Cuando el pueblo llama, el arte responde
En la República Dominicana, mientras el país se tambalea entre inconstitucionalidad, violencia en las calles, delincuencia, mentira, narcotráfico y corrupción, la mayoría de nuestros artistas, los más aplaudidos, los más premiados, los mejor pagados, guardan un silencio sepulcral.
Y ese silencio no es neutral.
El silencio, en tiempos de injusticia, favorece al poder que oprime.
No se trata de pedir que todos piensen igual.
Se trata de no esconder las manos ni amordazar la conciencia cuando el pueblo que te dio nombre, aplauso y sustento está sufriendo.
El artista no es solo entretenimiento.
Es voz, es memoria, es termómetro moral de su tiempo.
Cuando un pueblo canta y sus artistas callan, algo grave está pasando.
No podemos permitir que quienes han recibido más cariño, más aplausos y más dinero se queden cómodos, mudos, calculando contratos, mientras la patria pierde el rumbo.
Este es el momento de decirlo claro y sin odio:
El arte que no defiende la dignidad humana se convierte en decoración del poder.
El silencio artístico ante la injusticia también es una forma de traición.
Que cada quien decida de qué lado quiere quedar en la historia.
Pero que nadie diga mañana: “yo no sabía”.
El país está hablando.
La pregunta es: ¿quiénes se atreverán a responder?
Creo que ha llegado el momento de llamar a los artistas dominicanos.
Lo digo con responsabilidad y también con autoridad moral.
Yo soy artista.
He sido aplaudido, seguido, querido.
He llenado teatros en todo el país y también en los Estados Unidos.
Pero para mí, el pueblo más importante no es el que paga una boleta,
es el pueblo que me sostiene,
el que me escucha,
el que me cree,
el que me ha dado identidad y razón de ser.
Ese pueblo hoy está atravesando momentos difíciles.
Violencia en las calles.
Delincuencia.
Mentira institucionalizada.
Narcotráfico.
Corrupción.
Inconstitucionalidad abierta.
Y una invasión funcional,
que agrede este bimestre de la patria que celebramos.
Tiempo en que rememoramos no solamente la Independencia y a los Padres de la Patria, sino también las batallas del 19 y 30 de marzo, y lloramos aún el fusilamiento de la heroína María Trinidad Sánchez.
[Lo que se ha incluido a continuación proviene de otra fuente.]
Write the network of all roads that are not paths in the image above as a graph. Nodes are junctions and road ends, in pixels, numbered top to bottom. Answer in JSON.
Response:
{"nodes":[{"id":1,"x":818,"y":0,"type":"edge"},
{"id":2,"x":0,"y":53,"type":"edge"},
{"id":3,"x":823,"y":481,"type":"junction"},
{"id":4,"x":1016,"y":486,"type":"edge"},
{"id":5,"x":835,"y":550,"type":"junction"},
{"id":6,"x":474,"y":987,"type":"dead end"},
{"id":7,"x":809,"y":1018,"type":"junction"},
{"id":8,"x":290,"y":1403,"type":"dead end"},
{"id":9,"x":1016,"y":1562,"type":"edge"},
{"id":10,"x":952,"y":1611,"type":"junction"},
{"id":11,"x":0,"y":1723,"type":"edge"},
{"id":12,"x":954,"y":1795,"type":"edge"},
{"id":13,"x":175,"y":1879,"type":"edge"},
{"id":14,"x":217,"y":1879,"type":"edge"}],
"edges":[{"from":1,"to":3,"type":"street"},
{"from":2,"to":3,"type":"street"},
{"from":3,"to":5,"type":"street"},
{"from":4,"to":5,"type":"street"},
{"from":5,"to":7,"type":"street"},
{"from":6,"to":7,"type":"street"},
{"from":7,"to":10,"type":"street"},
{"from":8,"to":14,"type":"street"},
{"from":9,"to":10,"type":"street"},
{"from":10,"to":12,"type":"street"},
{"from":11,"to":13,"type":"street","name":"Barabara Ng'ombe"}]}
Y frente a eso, no podemos evadir una responsabilidad que no se puede desechar.
No estoy exigiendo militancia partidaria.
Pero sí creo que los artistas no podemos seguir mudos.
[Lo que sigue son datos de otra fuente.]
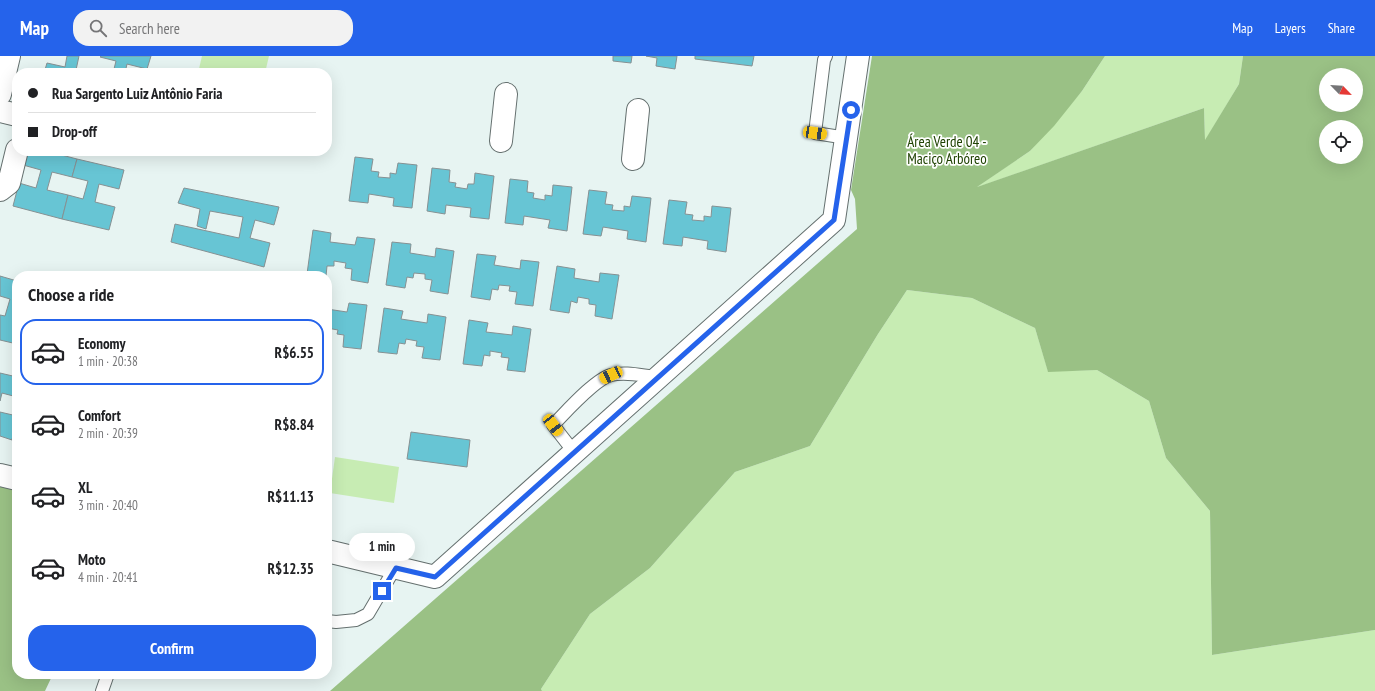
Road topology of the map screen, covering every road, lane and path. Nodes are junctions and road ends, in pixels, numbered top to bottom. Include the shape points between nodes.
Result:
1 (9, 56) edge
2 (826, 56) edge
3 (858, 56) edge
4 (0, 94) edge
5 (506, 94) dead end
6 (638, 110) dead end
7 (0, 111) edge
8 (12, 113) edge
9 (847, 138) junction
10 (501, 141) dead end
11 (16, 156) edge
12 (634, 159) dead end
13 (0, 190) edge
14 (657, 377) junction
15 (574, 452) junction
16 (0, 475) edge
17 (12, 478) edge
18 (332, 552) edge
19 (396, 568) junction
20 (332, 622) edge
21 (106, 679) edge
22 (102, 691) edge

1 - 4 street
2 - 9 lane via 815,133
3 - 9 street
5 - 10 street
6 - 12 street
7 - 8 street
9 - 14 street via 834,220
11 - 13 street via 9,183
14 - 15 street
14 - 15 lane via 623,374 611,375 600,380 553,425
15 - 19 street via 435,577
16 - 17 street
18 - 19 street
19 - 20 lane via 368,614 356,620
21 - 22 lane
Por eso propongo algo sencillo y poderoso a la vez:
un gran evento de solidaridad con el pueblo dominicano.
Un evento donde el arte abrace al pueblo.
Donde el escenario no sea de propaganda, sino de presencia.
Donde quien no quiera politizar, no lo haga.
Pero donde el pueblo sienta que no está solo.
En ese espacio, algunos artistas dirán cosas que necesitan decir.
Otros solo estarán, solidarios, cantando, acompañando.
Y otros —entre los que me incluyo— hablaremos con más indignación,
con más firmeza,
reclamando que la Constitución se respete y se imponga.
Eso también es arte.
Eso también es libertad de expresión.
El arte popular no nació para adornar el poder, como dije;
nació para caminar con la gente,
para nombrar lo que duele,
para defender la dignidad.
Si alguna vez el pueblo nos dio aplausos,
hoy nos está pidiendo presencia y coherencia.
Este no es un llamado contra nadie.
Es un llamado a favor del pueblo.
Que cada artista decida cómo y hasta dónde llegar.
Pero que nadie se esconda.
Que nadie diga mañana que no era el momento.
Porque sí lo es.
Y porque el pueblo, que tanto nos ha dado,
merece sentir que sus artistas están con él.